At last Harriet let out a long, sighing whistle. ‘Am I alone I sensing the tiniest hint of a threat in that parting thrust?’ she queried, regarding Sam with an intelligent interest.
‘No, I should say you weren’t,’ was the response. Sam’s piercing blue eyes were alive with eager calculation. ‘Good God! What on earth are we to make of that little lot? Did she do it, Harriet, do you think? On balance I’d say she had the strength of resolve, not to mention the inherited talent.’

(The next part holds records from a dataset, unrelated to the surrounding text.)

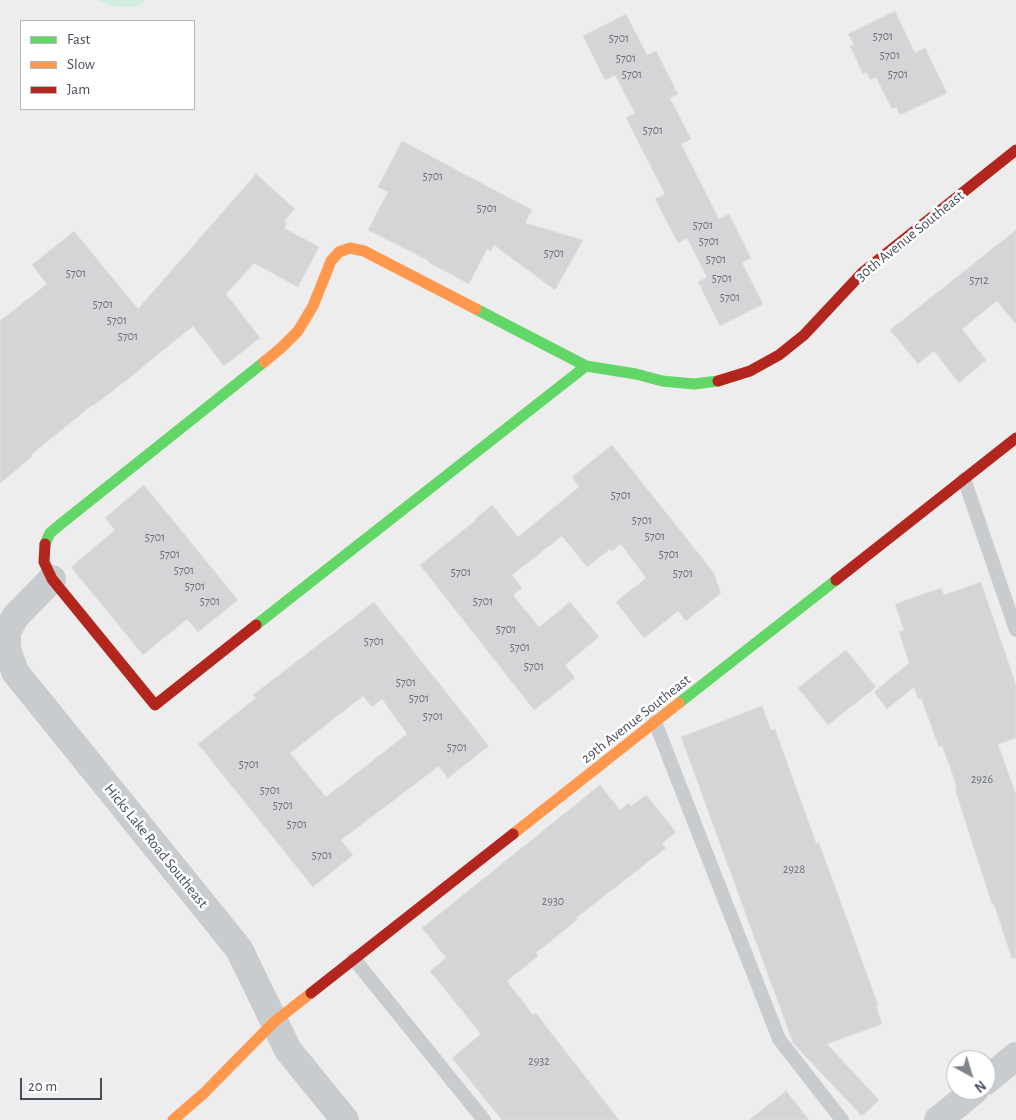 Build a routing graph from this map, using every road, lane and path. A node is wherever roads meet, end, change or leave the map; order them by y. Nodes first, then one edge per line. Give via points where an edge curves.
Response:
1 (1016, 150) edge
2 (586, 366) junction
3 (1016, 438) edge
4 (964, 479) junction
5 (52, 579) junction
6 (1016, 630) edge
7 (7, 671) edge
8 (655, 722) junction
9 (354, 959) junction
10 (274, 1022) junction
11 (1016, 1056) edge
12 (996, 1073) edge
13 (963, 1100) edge
14 (173, 1120) edge
15 (345, 1120) edge
16 (484, 1120) edge
17 (842, 1120) edge
18 (938, 1120) edge

1 - 2 street, 30th Avenue Southeast via 863,272 804,336 750,371 694,384
2 - 5 street via 155,705
2 - 5 street, 30th Avenue Southeast via 364,250 350,248 338,252 331,261 313,306 298,331 281,348 50,533 44,547 44,562
3 - 4 street, 29th Avenue Southeast
4 - 6 lane
4 - 8 street, 29th Avenue Southeast
5 - 7 street, Hicks Lake Road Southeast via 15,617 7,632
7 - 10 street, Hicks Lake Road Southeast via 239,949
8 - 9 street, 29th Avenue Southeast
8 - 17 lane via 779,1039
9 - 10 street, 29th Avenue Southeast
9 - 16 lane
10 - 14 street, 29th Avenue Southeast
10 - 15 street, Hicks Lake Road Southeast via 288,1050
11 - 12 street
13 - 18 street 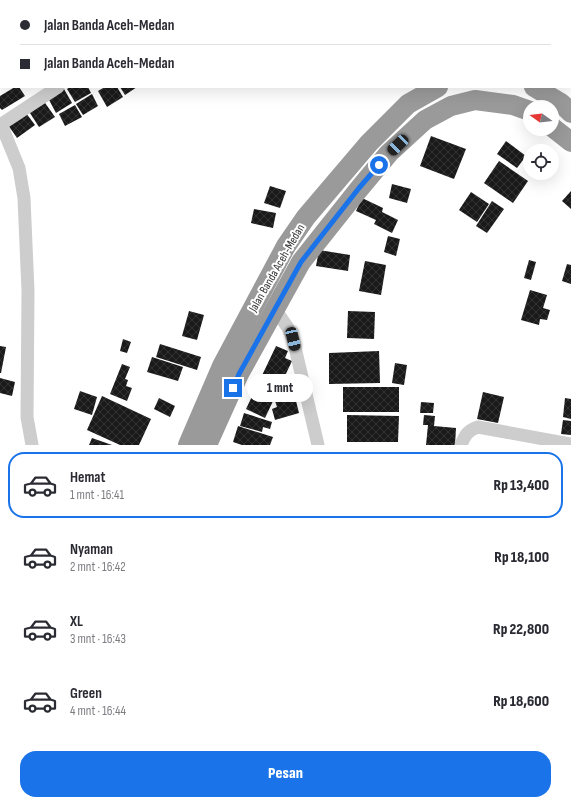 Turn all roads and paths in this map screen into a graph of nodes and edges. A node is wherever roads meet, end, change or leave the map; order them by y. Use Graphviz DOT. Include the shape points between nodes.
graph roads {
  1 [pos="56,88"];
  2 [pos="436,88"];
  3 [pos="536,88"];
  4 [pos="523,109"];
  5 [pos="571,113"];
  6 [pos="1,124"];
  7 [pos="559,133"];
  8 [pos="571,142"];
  9 [pos="275,309"];
  10 [pos="568,444"];
  11 [pos="32,445"];
  12 [pos="188,445"];
  13 [pos="207,445"];
  14 [pos="318,445"];
  15 [pos="461,445"];
  1 -- 6 [label="street"];
  2 -- 12 [label="highway, Jalan Banda Aceh-Medan" via="408,104 369,143 286,246 222,366"];
  3 -- 5 [label="highway" via="561,103"];
  4 -- 9 [label="highway, Jalan Banda Aceh-Medan" via="475,100 451,106 425,120 389,154 359,188 301,262"];
  6 -- 11 [label="street" via="19,168 24,198 28,291 27,417"];
  7 -- 8 [label="highway"];
  9 -- 13 [label="highway, Jalan Banda Aceh-Medan" via="239,374"];
  9 -- 14 [label="street" via="293,339"];
  10 -- 15 [label="street" via="478,427 466,434"];
}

‘Ouch, that’s hardly fair,’ protested Harriet. ‘That’s exactly the kind of crack she must have lived with all through her childhood and dreaded encountering again since she made her escape. She must have been living on a knife edge all through her married life, in case Vic should discover her secret. No wonder she’s such an awkward creature. Still,’ she frowned at a fingernail that needed filing. ‘Did you notice how she was dressed? I’ve never seen her wearing anything other than dull beige or brown, or navy but today she had on a dress that looked brand new, and in a lovely glowing light-blue. I wonder why? Perhaps something has just snapped? I have to admit you could be right. I’m beginning to wish we hadn’t started this burrowing into the past, Sam. God only knows what we’re going to dig up next.’
‘Poor old Harriet.’ His grin was sympathetic. ‘I’m not sure, though, that we actually did any digging for that latest effort. Doreen Buchan wished it on us of her own free will. But you do have a point. Here we are, both of us quite convinced we witnessed a murder and all of a sudden we’re confronted with two perfectly plausible suspects.